RB Matt Asiata, S Andrew Sendejo and CB Marcus Sherels all joined the Vikings as undrafted free agents. Which player has made the biggest impact for Minnesota during his career?
Adam P: Marcus Sherels
Although he did spend some time early in his Vikings career playing on the defensive side of the ball, returning punts has really been the area where Sherels has made the biggest impact for the Vikings. For the past three seasons (including 2015), he has ranked in the NFL’s top 10 in terms of average yards per punt and seems to always provide a spark for the Vikings when they need it the most. His punt return for a touchdown this season against the Chicago Bears in Week 8 was a big reason Minnesota was able to defeat the Bears in Chicago for the first time since 2007.
Matt Asiata and Andrew Sendejo have not been on the field as much during their careers for the Vikings as Sherels has in his; therefore, they have not been able to make as much of an impact as their teammate Sherels.

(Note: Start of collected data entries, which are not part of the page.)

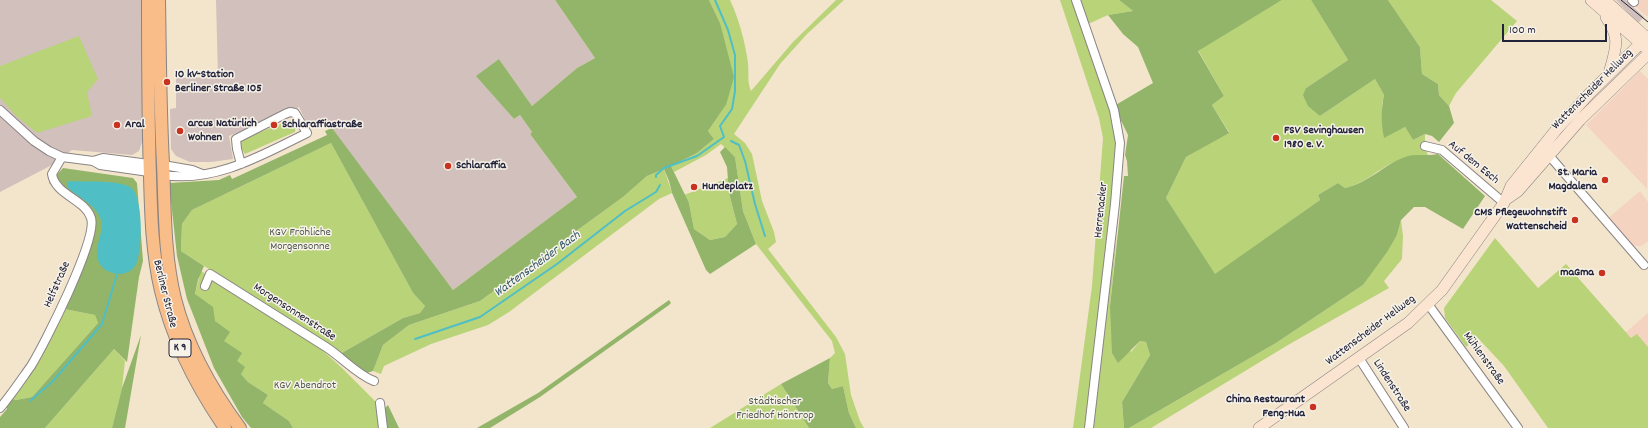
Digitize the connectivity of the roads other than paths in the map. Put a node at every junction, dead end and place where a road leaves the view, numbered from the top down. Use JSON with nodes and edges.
{"nodes":[{"id":1,"x":148,"y":0,"type":"edge"},
{"id":2,"x":159,"y":0,"type":"edge"},
{"id":3,"x":1076,"y":0,"type":"edge"},
{"id":4,"x":1591,"y":0,"type":"edge"},
{"id":5,"x":1603,"y":4,"type":"edge"},
{"id":6,"x":1646,"y":41,"type":"edge"},
{"id":7,"x":1648,"y":54,"type":"edge"},
{"id":8,"x":1609,"y":74,"type":"junction"},
{"id":9,"x":0,"y":110,"type":"edge"},
{"id":10,"x":1425,"y":146,"type":"dead end"},
{"id":11,"x":1545,"y":151,"type":"junction"},
{"id":12,"x":62,"y":157,"type":"junction"},
{"id":13,"x":241,"y":164,"type":"junction"},
{"id":14,"x":149,"y":168,"type":"junction"},
{"id":15,"x":163,"y":170,"type":"junction"},
{"id":16,"x":1506,"y":200,"type":"junction"},
{"id":17,"x":1644,"y":265,"type":"dead end"},
{"id":18,"x":205,"y":286,"type":"dead end"},
{"id":19,"x":1428,"y":304,"type":"junction"},
{"id":20,"x":1358,"y":358,"type":"junction"},
{"id":21,"x":374,"y":381,"type":"dead end"},
{"id":22,"x":380,"y":404,"type":"dead end"},
{"id":23,"x":0,"y":408,"type":"edge"},
{"id":24,"x":225,"y":428,"type":"edge"},
{"id":25,"x":240,"y":428,"type":"edge"},
{"id":26,"x":383,"y":428,"type":"edge"},
{"id":27,"x":1089,"y":428,"type":"edge"},
{"id":28,"x":1259,"y":428,"type":"edge"},
{"id":29,"x":1404,"y":428,"type":"edge"},
{"id":30,"x":1518,"y":428,"type":"edge"}],
"edges":[{"from":1,"to":14,"type":"main road","name":"Berliner Straße","number":"K 9"},
{"from":2,"to":15,"type":"main road","name":"Berliner Straße","number":"K 9"},
{"from":3,"to":27,"type":"street","name":"Herrenacker"},
{"from":4,"to":5,"type":"main road"},
{"from":5,"to":6,"type":"main road"},
{"from":5,"to":8,"type":"main road","name":"Wattenscheider Hellweg"},
{"from":6,"to":8,"type":"main road","name":"Wattenscheider Hellweg"},
{"from":7,"to":11,"type":"main road","name":"Wattenscheider Hellweg"},
{"from":8,"to":11,"type":"main road","name":"Wattenscheider Hellweg"},
{"from":9,"to":12,"type":"street"},
{"from":10,"to":16,"type":"street","name":"Auf dem Esch"},
{"from":11,"to":16,"type":"main road","name":"Wattenscheider Hellweg"},
{"from":11,"to":17,"type":"street"},
{"from":12,"to":14,"type":"street"},
{"from":12,"to":23,"type":"street","name":"Helfstraße"},
{"from":13,"to":13,"type":"street"},
{"from":13,"to":15,"type":"street"},
{"from":14,"to":15,"type":"main road"},
{"from":14,"to":24,"type":"main road","name":"Berliner Straße","number":"K 9"},
{"from":15,"to":25,"type":"main road","name":"Berliner Straße","number":"K 9"},
{"from":16,"to":19,"type":"main road","name":"Wattenscheider Hellweg"},
{"from":18,"to":21,"type":"street","name":"Morgensonnenstraße"},
{"from":19,"to":20,"type":"main road","name":"Wattenscheider Hellweg"},
{"from":19,"to":30,"type":"street","name":"Mühlenstraße"},
{"from":20,"to":28,"type":"main road","name":"Wattenscheider Hellweg"},
{"from":20,"to":29,"type":"street","name":"Lindenstraße"},
{"from":22,"to":26,"type":"street"}]}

Asiata did a good job filling in for Adrian Peterson last season when he scored 10 touchdowns in 15 games. Sendejo is doing a decent job in the safety spot next to Harrison Smith in the Minnesota defense this season. But neither has come close to the impact that Sherels has made on this franchise as a punt returner.
Carl: Marcus Sherels
Matt Asiata and Andrew Sendejo have the NFL frame and the more advanced NCAA stats resume, but Marcus Sherels, the former walk-on at the University of Minnesota, has made a bigger impact with the Vikings flashing success as a playmaking return specialist.

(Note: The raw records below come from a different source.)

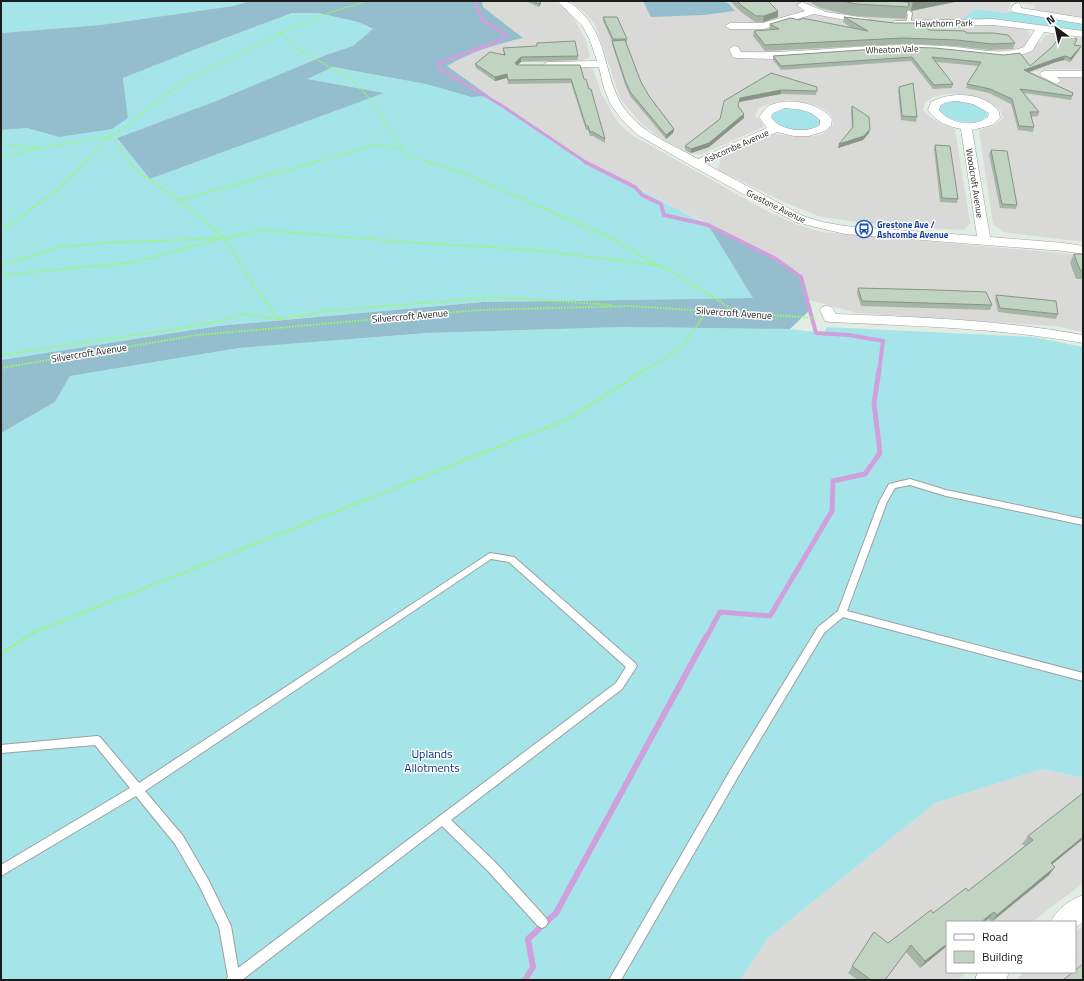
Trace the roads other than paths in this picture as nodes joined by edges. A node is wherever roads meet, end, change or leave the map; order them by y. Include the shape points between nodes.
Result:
1 (562, 1) edge
2 (802, 5) dead end
3 (1017, 6) dead end
4 (892, 10) edge
5 (813, 11) junction
6 (1083, 21) edge
7 (908, 24) junction
8 (730, 26) dead end
9 (1041, 28) junction
10 (1083, 34) edge
11 (734, 49) dead end
12 (603, 64) junction
13 (536, 66) edge
14 (1083, 74) edge
15 (1056, 81) dead end
16 (966, 126) junction
17 (776, 128) junction
18 (696, 164) junction
19 (984, 241) junction
20 (1083, 250) edge
21 (824, 314) road end
22 (1083, 339) edge
23 (1083, 522) edge
24 (842, 613) junction
25 (1083, 677) edge
26 (1, 749) edge
27 (137, 790) junction
28 (443, 820) junction
29 (1, 871) edge
30 (1083, 907) edge
31 (1064, 921) edge
32 (542, 922) dead end
33 (996, 973) edge
34 (233, 980) edge
35 (615, 980) edge
36 (987, 980) edge

1 - 12 street, Grestone Avenue via 586,22
2 - 5 street, Hawthorn Park
3 - 6 street via 1016,10
4 - 7 lane via 908,12
5 - 7 street, Hawthorn Park via 853,20
5 - 8 street via 764,26
7 - 9 street, Hawthorn Park via 993,22
9 - 10 street, Hawthorn Park
9 - 11 street, Wheaton Vale via 1028,49 1003,55 904,47 759,56 737,55
12 - 13 street
12 - 18 street, Grestone Avenue via 613,98 625,119 642,133
14 - 15 street via 1046,74
16 - 16 street via 939,117 933,110 935,104 944,99 965,99 986,105 994,112 994,118 987,124
16 - 19 street, Woodcroft Avenue
17 - 17 street, Ashcombe Avenue via 769,124 765,117 769,110 780,106 808,107 820,112 826,119 821,129 809,132 794,133
17 - 18 street, Ashcombe Avenue
18 - 19 street, Grestone Avenue via 778,208 820,224 846,230
19 - 20 street, Grestone Avenue
21 - 22 street via 830,318 958,323 1026,329
23 - 24 lane via 946,493 910,482 892,486 883,502
24 - 25 lane
24 - 35 lane via 821,630 734,772
26 - 27 lane via 98,740
27 - 28 lane via 490,556 511,559 632,666 618,686
27 - 29 lane
27 - 34 lane via 179,840 204,883 225,926
28 - 32 lane via 492,867
28 - 34 lane
30 - 31 street
33 - 36 street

As a 5’9”, 175-pound undrafted rookie with only 213 career NCAA punt return yards and 79 solo tackles entering the NFL, Sherels’ odds were stacked against him. As a rookie in 2010, he was once cut from the practice squad in favor of TE John Nalbone. However, season-ending injuries to Cedric Griffin and Madieu Williams found the Vikings in need of re-signing Sherels and eventually elevating him to the 53-man roster by the end of year.

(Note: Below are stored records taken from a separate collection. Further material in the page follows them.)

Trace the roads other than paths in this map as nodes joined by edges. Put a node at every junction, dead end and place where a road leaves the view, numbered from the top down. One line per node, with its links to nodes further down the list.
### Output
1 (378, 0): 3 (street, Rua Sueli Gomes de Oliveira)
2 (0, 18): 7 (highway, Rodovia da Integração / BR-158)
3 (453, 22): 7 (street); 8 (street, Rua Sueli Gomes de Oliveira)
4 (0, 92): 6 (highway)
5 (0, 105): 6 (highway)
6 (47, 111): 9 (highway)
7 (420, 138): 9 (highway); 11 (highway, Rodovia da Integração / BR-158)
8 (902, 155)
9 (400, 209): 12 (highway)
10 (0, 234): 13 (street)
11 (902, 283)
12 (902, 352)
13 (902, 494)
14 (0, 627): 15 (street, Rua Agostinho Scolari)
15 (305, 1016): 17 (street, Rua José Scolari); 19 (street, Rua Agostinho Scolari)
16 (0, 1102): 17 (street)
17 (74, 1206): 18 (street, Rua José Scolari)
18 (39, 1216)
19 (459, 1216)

Sherels’ hard work and persistence from his rookie season has paid off as he now owns four franchise records: longest punt return (86 yards, 2013), single season punt return average (15.2, 2013), most punt return touchdowns in a career (3), and most punt return yards in a game (119, Oct 21, 2013).
Brett: Matt Asiata
It’s a pretty close race between Matt Asiata and Marcus Sherels for me. To be honest, I don’t think Andrew Sendejo is even in the conversation. That’s not to slight him in anyway, he just hasn’t made nearly the same contribution as Asiata and Sherels. (I guess one could even go so far as to say he’s hurt more on defense than he’s helped?)
Anyway, I have to go with Matt Asiata here. He isn’t flashy or an incredible athlete. He’s not going to blow you away with his speed or wow you with amazing jump cuts. But he’s always been there for the team when they need an important first down or an even more important touchdown in goal line situations. With Adrian Peterson out during the 2014 season, Asiata filled in admirably. He is arguably the Vikings best pass catching and pass defending running back, as evidenced by his frequent use on third and long situations.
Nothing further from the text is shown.